The Sepang District is an administrative district located in the southern southernmost part of the state of Selangor in Malaysia. The district covers a gazetted local plan planning area of 619.00 km2 (61,900.00 hectares) and had an estimated population of 338,600 in 2023.

The administrative capital of Sepang is the planned town of Salak Tinggi, which succeeded the historic border settlement of Sepang town. Sepang is widely recognized as Malaysia's global gateway, being home to the country's primary aviation hub, Kuala Lumpur International Airport (KLIA), as well as Cyberjaya, a designated high-technology core established under the MSC Malaysia initiative.

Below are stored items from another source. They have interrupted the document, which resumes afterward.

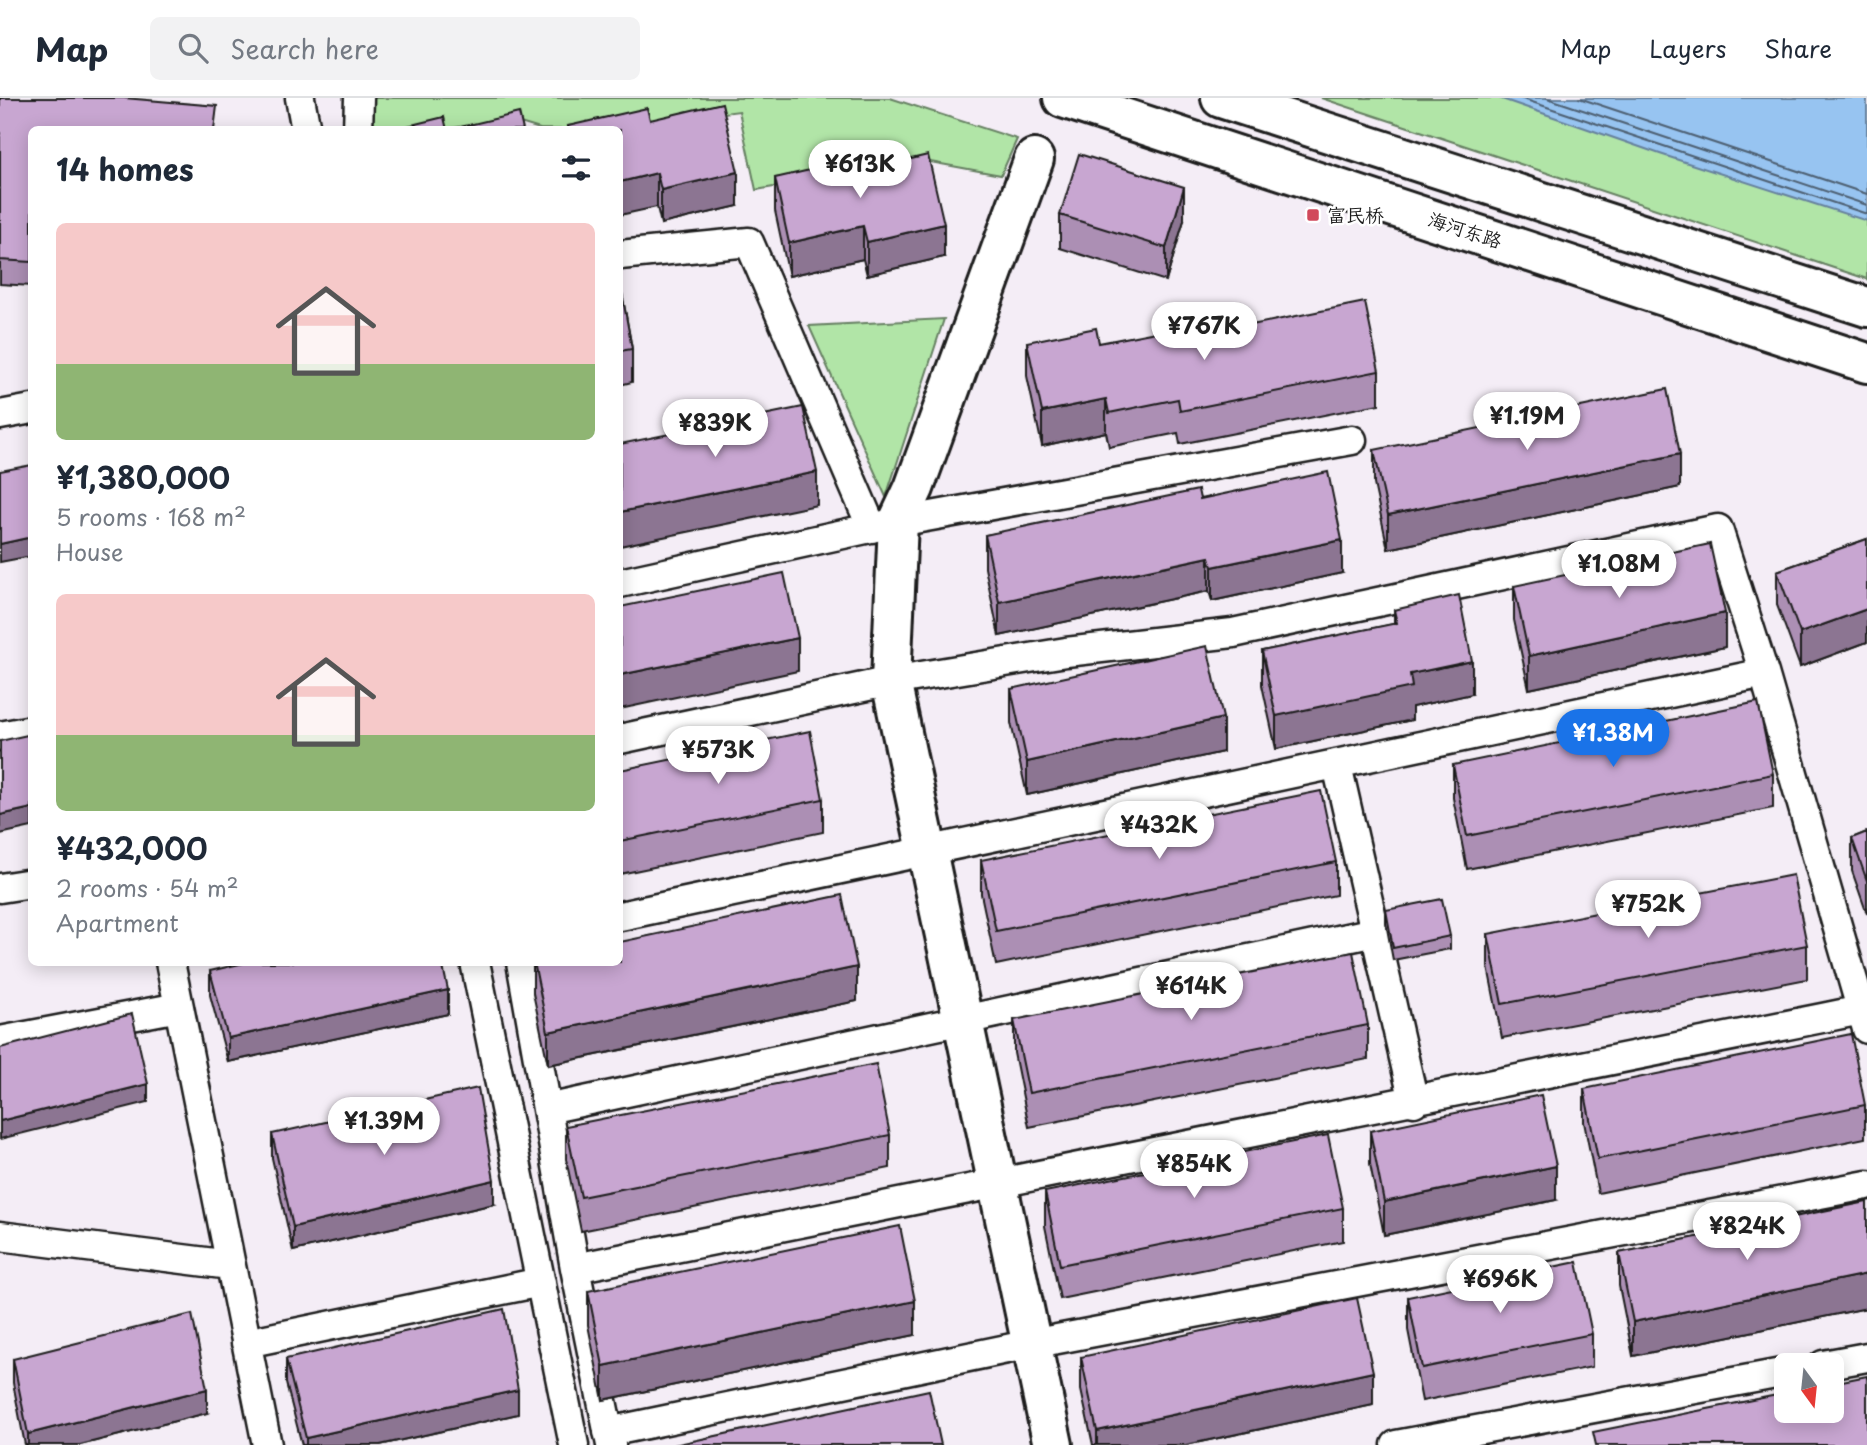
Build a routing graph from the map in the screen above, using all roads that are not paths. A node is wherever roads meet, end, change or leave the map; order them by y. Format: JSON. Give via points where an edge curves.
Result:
{"nodes":[{"id":1,"x":300,"y":98,"type":"edge"},
{"id":2,"x":359,"y":98,"type":"edge"},
{"id":3,"x":1063,"y":98,"type":"edge"},
{"id":4,"x":1221,"y":98,"type":"edge"},
{"id":5,"x":305,"y":126,"type":"edge"},
{"id":6,"x":358,"y":126,"type":"edge"},
{"id":7,"x":1034,"y":159,"type":"dead end"},
{"id":8,"x":623,"y":255,"type":"edge"},
{"id":9,"x":1867,"y":307,"type":"edge"},
{"id":10,"x":1867,"y":362,"type":"edge"},
{"id":11,"x":28,"y":410,"type":"edge"},
{"id":12,"x":0,"y":415,"type":"edge"},
{"id":13,"x":1352,"y":440,"type":"dead end"},
{"id":14,"x":885,"y":525,"type":"junction"},
{"id":15,"x":623,"y":582,"type":"edge"},
{"id":16,"x":1764,"y":673,"type":"junction"},
{"id":17,"x":891,"y":681,"type":"junction"},
{"id":18,"x":28,"y":731,"type":"edge"},
{"id":19,"x":0,"y":736,"type":"edge"},
{"id":20,"x":623,"y":738,"type":"edge"},
{"id":21,"x":1337,"y":765,"type":"junction"},
{"id":22,"x":927,"y":851,"type":"junction"},
{"id":23,"x":28,"y":884,"type":"edge"},
{"id":24,"x":0,"y":888,"type":"edge"},
{"id":25,"x":623,"y":915,"type":"edge"},
{"id":26,"x":1375,"y":932,"type":"junction"},
{"id":27,"x":171,"y":966,"type":"edge"},
{"id":28,"x":476,"y":966,"type":"edge"},
{"id":29,"x":522,"y":966,"type":"edge"},
{"id":30,"x":179,"y":1007,"type":"junction"},
{"id":31,"x":963,"y":1020,"type":"junction"},
{"id":32,"x":1864,"y":1020,"type":"edge"},
{"id":33,"x":0,"y":1041,"type":"edge"},
{"id":34,"x":1414,"y":1102,"type":"junction"},
{"id":35,"x":547,"y":1109,"type":"junction"},
{"id":36,"x":997,"y":1182,"type":"junction"},
{"id":37,"x":1867,"y":1185,"type":"edge"},
{"id":38,"x":0,"y":1236,"type":"edge"},
{"id":39,"x":230,"y":1265,"type":"junction"},
{"id":40,"x":575,"y":1268,"type":"junction"},
{"id":41,"x":541,"y":1282,"type":"junction"},
{"id":42,"x":246,"y":1343,"type":"junction"},
{"id":43,"x":1031,"y":1343,"type":"junction"},
{"id":44,"x":1867,"y":1357,"type":"edge"},
{"id":45,"x":1844,"y":1361,"type":"edge"},
{"id":46,"x":1774,"y":1375,"type":"edge"},
{"id":47,"x":1490,"y":1436,"type":"edge"},
{"id":48,"x":610,"y":1438,"type":"edge"},
{"id":49,"x":267,"y":1445,"type":"edge"},
{"id":50,"x":574,"y":1445,"type":"edge"},
{"id":51,"x":1052,"y":1445,"type":"edge"},
{"id":52,"x":1396,"y":1445,"type":"edge"}],
"edges":[{"from":1,"to":5,"type":"street"},
{"from":2,"to":6,"type":"street"},
{"from":3,"to":10,"type":"main road","name":"海河东路"},
{"from":4,"to":9,"type":"main road"},
{"from":7,"to":14,"type":"main road","via":[[914,488]]},
{"from":8,"to":14,"type":"street","via":[[749,242]]},
{"from":11,"to":12,"type":"street"},
{"from":13,"to":14,"type":"street"},
{"from":14,"to":15,"type":"street"},
{"from":14,"to":17,"type":"main road"},
{"from":16,"to":17,"type":"street","via":[[1718,529],[1233,632],[1066,652]]},
{"from":16,"to":21,"type":"street"},
{"from":16,"to":32,"type":"street"},
{"from":17,"to":20,"type":"street"},
{"from":17,"to":22,"type":"main road"},
{"from":18,"to":19,"type":"street"},
{"from":21,"to":22,"type":"street"},
{"from":21,"to":26,"type":"street"},
{"from":22,"to":25,"type":"street"},
{"from":22,"to":31,"type":"main road"},
{"from":23,"to":24,"type":"street"},
{"from":26,"to":31,"type":"street"},
{"from":26,"to":34,"type":"street"},
{"from":27,"to":30,"type":"street"},
{"from":28,"to":41,"type":"street"},
{"from":29,"to":35,"type":"street"},
{"from":30,"to":33,"type":"street"},
{"from":30,"to":39,"type":"street"},
{"from":31,"to":35,"type":"street"},
{"from":31,"to":36,"type":"main road"},
{"from":32,"to":34,"type":"street"},
{"from":34,"to":36,"type":"street"},
{"from":35,"to":40,"type":"street"},
{"from":36,"to":40,"type":"street"},
{"from":36,"to":43,"type":"main road"},
{"from":37,"to":43,"type":"street"},
{"from":38,"to":39,"type":"street"},
{"from":39,"to":42,"type":"street"},
{"from":40,"to":48,"type":"street"},
{"from":41,"to":42,"type":"street"},
{"from":41,"to":50,"type":"street"},
{"from":42,"to":49,"type":"street"},
{"from":43,"to":48,"type":"street"},
{"from":43,"to":51,"type":"main road"},
{"from":44,"to":45,"type":"street"},
{"from":46,"to":47,"type":"street"},
{"from":47,"to":52,"type":"street"}]}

The district's northern section contains southernmost residential suburban extensions of Puchong and Kajang, including communities such as Bukit Puchong 2, 16 Sierra, Pulau Meranti, Bandar Nusaputra, Taman Putra Perdana, Taman Putra Prima, Kampung Sungai Merab, and Desa Pinggiran Putra.

==History==
Historically administered under neighbouring jurisdictions, the Sepang District was formally constituted on 1 January 1975 from the repartitioning of sections of the Hulu Langat (Kajang) and Kuala Langat districts. The municipal authority, the Sepang Municipal Council (Majlis Perbandaran Sepang), was established when local administration gained full municipal status in 2005.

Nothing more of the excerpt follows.